Katherine's tomb and that of her daughter, Joan Beaufort, are under a carved-stone canopy in the sanctuary of Lincoln Cathedral. Joan's is the smaller of the two tombs; both were decorated with brass plates — full-length representations of them on the tops, and small shields bearing coats of arms around the sides and on the top — but those were damaged or destroyed in 1644 during the English Civil War. A hurried drawing by William Dugdale records their appearance.

Children and descendants

Katherine's children by Hugh Swynford were

Margaret Swynford (born c. 1363), became a nun at the prestigious Barking Abbey in 1377 with help from her future stepfather John of Gaunt, where she lived the religious life with her cousin Elizabeth Chaucer, daughter of the famous Geoffrey Chaucer and Katherine's sister Philippa de Roet.

Sir Thomas Swynford (1367–1432), born in Lincoln while his father Sir Hugh Swynford was away on a campaign with John of Gaunt in Castile fighting for Peter of Castile.

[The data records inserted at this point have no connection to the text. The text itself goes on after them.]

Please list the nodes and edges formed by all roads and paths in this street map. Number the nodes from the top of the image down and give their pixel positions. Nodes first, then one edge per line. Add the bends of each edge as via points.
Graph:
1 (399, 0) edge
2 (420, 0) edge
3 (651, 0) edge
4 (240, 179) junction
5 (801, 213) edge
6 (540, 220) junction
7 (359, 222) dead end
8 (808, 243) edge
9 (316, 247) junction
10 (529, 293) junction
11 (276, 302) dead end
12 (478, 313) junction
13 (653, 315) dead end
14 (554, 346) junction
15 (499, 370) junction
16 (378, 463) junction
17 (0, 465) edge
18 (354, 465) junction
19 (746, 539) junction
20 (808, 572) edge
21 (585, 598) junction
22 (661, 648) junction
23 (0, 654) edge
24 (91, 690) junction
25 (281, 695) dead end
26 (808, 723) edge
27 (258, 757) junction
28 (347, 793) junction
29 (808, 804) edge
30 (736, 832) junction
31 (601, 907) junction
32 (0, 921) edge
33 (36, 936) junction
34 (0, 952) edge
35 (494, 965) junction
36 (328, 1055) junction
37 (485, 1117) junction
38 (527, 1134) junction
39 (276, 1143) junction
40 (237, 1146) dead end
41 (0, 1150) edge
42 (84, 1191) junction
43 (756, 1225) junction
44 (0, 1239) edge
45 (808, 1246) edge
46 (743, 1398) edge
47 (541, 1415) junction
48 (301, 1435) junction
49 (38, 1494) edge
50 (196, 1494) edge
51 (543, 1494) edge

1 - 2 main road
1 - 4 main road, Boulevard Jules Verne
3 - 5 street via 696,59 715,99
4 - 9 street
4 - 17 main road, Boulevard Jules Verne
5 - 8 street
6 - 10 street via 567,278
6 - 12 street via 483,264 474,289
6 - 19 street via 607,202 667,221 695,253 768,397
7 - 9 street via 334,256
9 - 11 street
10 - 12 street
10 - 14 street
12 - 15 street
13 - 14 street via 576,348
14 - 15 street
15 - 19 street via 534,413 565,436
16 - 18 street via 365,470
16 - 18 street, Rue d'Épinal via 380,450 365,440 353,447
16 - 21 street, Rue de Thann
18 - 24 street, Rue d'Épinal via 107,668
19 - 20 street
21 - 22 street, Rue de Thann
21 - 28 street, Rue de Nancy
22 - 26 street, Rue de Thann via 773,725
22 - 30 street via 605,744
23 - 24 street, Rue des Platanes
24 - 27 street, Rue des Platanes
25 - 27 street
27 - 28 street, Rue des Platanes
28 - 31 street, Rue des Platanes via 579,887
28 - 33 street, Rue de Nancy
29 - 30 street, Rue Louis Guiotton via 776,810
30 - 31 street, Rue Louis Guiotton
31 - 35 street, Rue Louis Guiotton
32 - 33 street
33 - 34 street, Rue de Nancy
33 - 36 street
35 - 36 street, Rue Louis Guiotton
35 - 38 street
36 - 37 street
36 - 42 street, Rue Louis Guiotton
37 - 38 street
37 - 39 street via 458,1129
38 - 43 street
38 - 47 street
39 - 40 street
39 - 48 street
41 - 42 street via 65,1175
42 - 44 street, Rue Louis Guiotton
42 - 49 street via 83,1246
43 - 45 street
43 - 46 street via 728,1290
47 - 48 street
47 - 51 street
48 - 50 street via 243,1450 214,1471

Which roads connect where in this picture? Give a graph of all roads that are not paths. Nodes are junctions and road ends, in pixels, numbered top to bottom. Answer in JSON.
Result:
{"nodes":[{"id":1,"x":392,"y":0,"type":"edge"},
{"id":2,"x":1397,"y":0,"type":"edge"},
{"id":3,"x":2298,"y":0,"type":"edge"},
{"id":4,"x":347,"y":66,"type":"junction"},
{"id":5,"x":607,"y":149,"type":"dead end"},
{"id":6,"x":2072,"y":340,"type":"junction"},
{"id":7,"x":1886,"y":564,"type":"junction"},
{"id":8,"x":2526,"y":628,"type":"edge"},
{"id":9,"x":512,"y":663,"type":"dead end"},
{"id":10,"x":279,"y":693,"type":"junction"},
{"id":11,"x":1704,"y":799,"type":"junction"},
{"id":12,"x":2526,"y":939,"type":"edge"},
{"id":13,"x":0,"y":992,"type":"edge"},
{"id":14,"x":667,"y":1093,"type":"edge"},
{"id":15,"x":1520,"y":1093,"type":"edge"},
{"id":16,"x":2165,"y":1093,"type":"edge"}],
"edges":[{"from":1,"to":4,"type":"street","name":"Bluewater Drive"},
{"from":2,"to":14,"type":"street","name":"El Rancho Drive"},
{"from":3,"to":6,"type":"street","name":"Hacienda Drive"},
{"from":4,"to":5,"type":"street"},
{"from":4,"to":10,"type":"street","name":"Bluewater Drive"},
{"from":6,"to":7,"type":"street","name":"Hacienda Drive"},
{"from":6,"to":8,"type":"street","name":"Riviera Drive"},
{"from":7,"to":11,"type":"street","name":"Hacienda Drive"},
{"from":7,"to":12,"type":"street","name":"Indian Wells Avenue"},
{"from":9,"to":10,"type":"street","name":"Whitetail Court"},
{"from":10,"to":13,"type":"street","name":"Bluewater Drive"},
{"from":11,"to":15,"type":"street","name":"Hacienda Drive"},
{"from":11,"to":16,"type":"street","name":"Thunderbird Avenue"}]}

Blanche Swynford, named after the Duchess of Lancaster and a godchild of John of Gaunt. (If, as suggested, she was born after 1375, this date is too late for her to have been fathered by Hugh Swynford, who died in 1371/2).

In 1846 Thomas Stapleton suggested that there was a further daughter named Dorothy Swynford, born c. 1366, who married Thomas Thimelby of Poolham near Horncastle, Lincolnshire, Sheriff of Lincolnshire in 1380, but there is no current evidence to support this claim.

Katherine's children by John of Gaunt were:

John Beaufort, 1st Earl of Somerset (1373–1410)
Henry Beaufort, Cardinal (1375–1447)
Thomas Beaufort, Duke of Exeter (1377–1426)
Joan Beaufort, Countess of Westmorland (1379–1440)

The descendants of Katherine Swynford and John of Gaunt are significant in English and Scottish history. Their four children had been given the surname "Beaufort" and with the approval of King Richard and the Pope were legitimated as adults by their parents' marriage in 1396. Despite this, the Beauforts were barred from inheriting the throne of England by a clause in the legitimation act inserted by their half-brother, King Henry IV, although modern scholarship disputes the authority of a monarch to alter an existing parliamentary statute on his own authority, without the further approval of Parliament. This provision was later revoked by King Edward VI, placing Katherine's descendants (including himself) back within the legitimate line of inheritance; the Tudor dynasty was directly descended from John and Katherine's eldest child, John Beaufort, great-grandfather of Henry VII, who based his claim to the throne on his mother's descent from John of Gaunt, a son of Edward III.

John Beaufort also had a daughter named Joan Beaufort, who married King James I of Scotland and thus was an ancestress of the House of Stuart.[4] John and Katherine's daughter, Joan Beaufort, was grandmother of the English kings Edward IV and Richard III, whom Henry VII defeated at the Battle of Bosworth; Henry's claim was strengthened by marrying Elizabeth of York, eldest daughter of Edward IV.

It was also through Joan Beaufort, Countess of Westmoreland that the sixth queen of Henry VIII, Catherine Parr, descended. John of Gaunt's son — Katherine's stepson — became Henry IV after deposing Richard II (who was imprisoned and died in Pontefract Castle, where Katherine's son, Thomas Swynford, was constable and is said to have starved Richard to death for his stepbrother). John of Gaunt's daughter by his first marriage to Blanche of Lancaster, Philippa of Lancaster, was great-great-grandmother to Catherine of Aragon, first wife of Henry VIII and mother of Mary I of England. John of Gaunt's child by his second wife Constance, Catherine (or Catalina), was great-grandmother of Catherine of Aragon as well.